By all means, feel free to provide criticism, comments, or whatever else.
20 Minutes
986 Words
48 WPM
Pashand sat on the roof of the bath-house overlooking the back alleyway leading towards one of the main thoroughfaires. The thieves supposedly came this way every night, using one of the upper windows to enter the building and make off with the day's take. His client was paying handsomely to follow them to wherever they went to ground and make sure the Hatchets would be able to find the spot and clear it out the next day.
It wasn't his usual type of contract, thief-busting, but the Shemant family paid far better than most other clients on the market, and there wasn't too much work in Vedergost for a man from the north.
The night was warm, far warmer than he was used to. Further to the north, in Gelalus, they caught the warm sea wind from the west, but here it was just hot. Pashand had left his coat in his room back at the boarding home and had taken just a thin linen shirt and trousers, alongside his knife and other gear. He'd purchased an iron climbing hook from a vendor the day before and a length of silk rope which had helped him reach the bath-house roof, but he hadn't planned on needing anything else. This was a simple job. All he needed to do was follow along.
Pashand looked up and made eye contact with a group of dark-clad figures on the opposite roof. They sat in a similar fashion, with legs dangling over the side of the building, heedless of the drop just below them.
One of the figures waved.
Pashand responded, more from habit than anything else.
Were these the thieves? Had he really been that distracted that they'd appeared just across the way without him noticing?
Footsteps sounded behind him and once again he cursed the heat that had dulled his senses.
"Don't turn yourself, or we'll give you a good shove," a voice said. It sounded like it belonged to a woman to Pashand's ears, but Vederesti accents made it hard to tell. Their language depended on pitch, which seemed needlessly confusing to the northman.
"No worries there," Pashand said, raising one hand off where he'd braced himself to show he held no metal. "I've no desire to see if I can fly."
"I don't doubt it," the voice said again. Closer, now, close enough that Pashand was fairly certain it was female. "I'm going to have to ask you turn over any sort of letters of note on your person."
"I don't have any," Pashand lied. He held his Document of Citizenship with the Gerneschmenk Empire, though it wouldn't mean much this far south, aside from delivering them his name. "And I don't carry coin on my person anymore."
"Any hidden metal?" the voice asked again. Closer still. The group of thieves across the way had stood now, and he counted three of them.
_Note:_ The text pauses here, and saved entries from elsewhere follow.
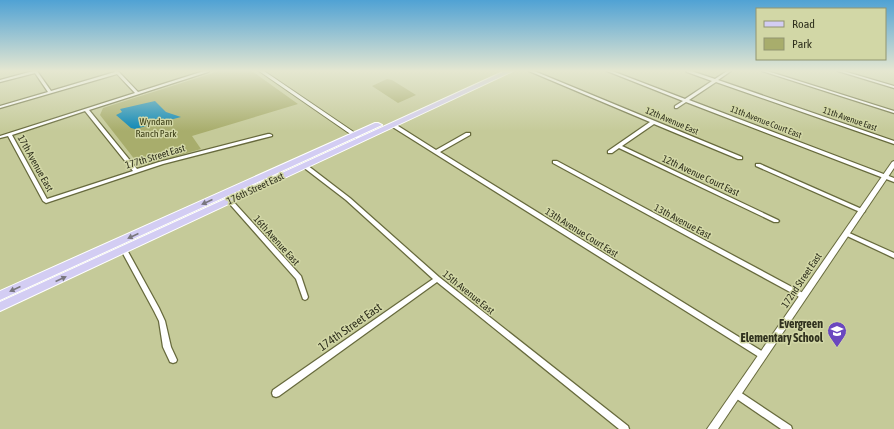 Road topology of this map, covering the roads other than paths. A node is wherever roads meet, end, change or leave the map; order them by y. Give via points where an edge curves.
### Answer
1 (53, 91) edge
2 (143, 91) edge
3 (290, 91) edge
4 (453, 91) edge
5 (467, 91) edge
6 (579, 91) edge
7 (663, 91) edge
8 (700, 91) edge
9 (747, 91) edge
10 (827, 91) edge
11 (50, 92) joint
12 (137, 93) joint
13 (440, 97) junction
14 (687, 100) junction
15 (0, 107) edge
16 (676, 107) dead end
17 (86, 109) junction
18 (894, 112) edge
19 (653, 122) junction
20 (393, 125) junction
21 (9, 134) junction
22 (468, 134) dead end
23 (270, 135) dead end
24 (0, 137) edge
25 (358, 137) junction
26 (894, 143) edge
27 (619, 146) junction
28 (436, 152) junction
29 (610, 152) dead end
30 (740, 158) dead end
31 (555, 162) dead end
32 (894, 163) edge
33 (758, 165) dead end
34 (305, 166) junction
35 (136, 171) junction
36 (886, 176) junction
37 (894, 180) edge
38 (229, 200) junction
39 (46, 201) joint
40 (862, 211) junction
41 (776, 221) dead end
42 (172, 222) junction
43 (847, 234) junction
44 (124, 250) junction
45 (894, 256) edge
46 (437, 279) junction
47 (0, 296) edge
48 (304, 296) dead end
49 (803, 296) junction
50 (0, 306) edge
51 (762, 355) junction
52 (173, 360) dead end
53 (276, 392) dead end
54 (737, 394) junction
55 (625, 429) edge
56 (712, 429) edge
57 (788, 429) edge

1 - 11 street
2 - 12 street
3 - 25 street
4 - 13 main road, 176th Street East
5 - 20 main road, 176th Street East
6 - 19 street, 12th Avenue East
7 - 14 street, 11th Avenue Court East
8 - 14 street
9 - 26 street, 11th Avenue East
10 - 18 street
11 - 15 street
12 - 17 street
13 - 20 main road via 436,102 395,121
13 - 25 main road, 176th Street East
14 - 16 street
14 - 36 street, 11th Avenue Court East
17 - 21 street
17 - 35 street
19 - 27 street
19 - 30 street, 12th Avenue East
20 - 25 main road, 176th Street East
20 - 28 street, 13th Avenue Court East
21 - 24 street
21 - 39 street, 17th Avenue East
22 - 28 street
23 - 35 street, 177th Street East
25 - 34 main road, 176th Street East
25 -> 42 main road, 176th Street East
27 - 29 street
27 - 41 street, 12th Avenue Court East
28 - 51 street, 13th Avenue Court East
31 - 49 street, 13th Avenue East
32 - 36 street, 172nd Street East
33 - 40 street
34 - 38 main road, 176th Street East
34 - 46 street, 15th Avenue East via 348,199
35 - 39 street, 177th Street East
36 - 37 street, 11th Avenue Court East
36 - 40 street, 172nd Street East
38 - 42 main road, 176th Street East
38 - 48 street, 16th Avenue East via 299,278
40 - 43 street, 172nd Street East
42 - 44 main road, 176th Street East
42 -> 47 main road, 176th Street East
43 - 45 street
43 - 49 street, 172nd Street East
50 -> 44 main road, 176th Street East
44 - 52 street via 162,321 167,347
46 - 53 street, 174th Street East
46 - 55 street, 15th Avenue East
49 - 51 street, 172nd Street East
51 - 54 street, 172nd Street East
54 - 56 street, 172nd Street East
54 - 57 street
The contract listed half a dozen potential targets, meaning the crew had split themselves to cover the property.
Pashand shook his head. "Just the climbing spike, but that's on the lip of the roof at the alleyway off Notary Lane."
A single pair of footsteps went off in that direction, but the sense of lurking presence diminished only partially. Most likely there were two of the crew behind him. If they were good at all at their work one of them would have a hand-bow trained at his back while the other one stepped close enough to interrogate him without the sound carrying to the street blow.
Pashand looked over the lip of the roof towards the street down below. Gendikan had a thriving night-life, and the bath-house was flanked on three sides by a green city park. The pathways through the greenery were lit with dimly flickering gas lamps in various colors and shades, giving the entire place a festive mood. From his height he could just make out citizens wandering the paths.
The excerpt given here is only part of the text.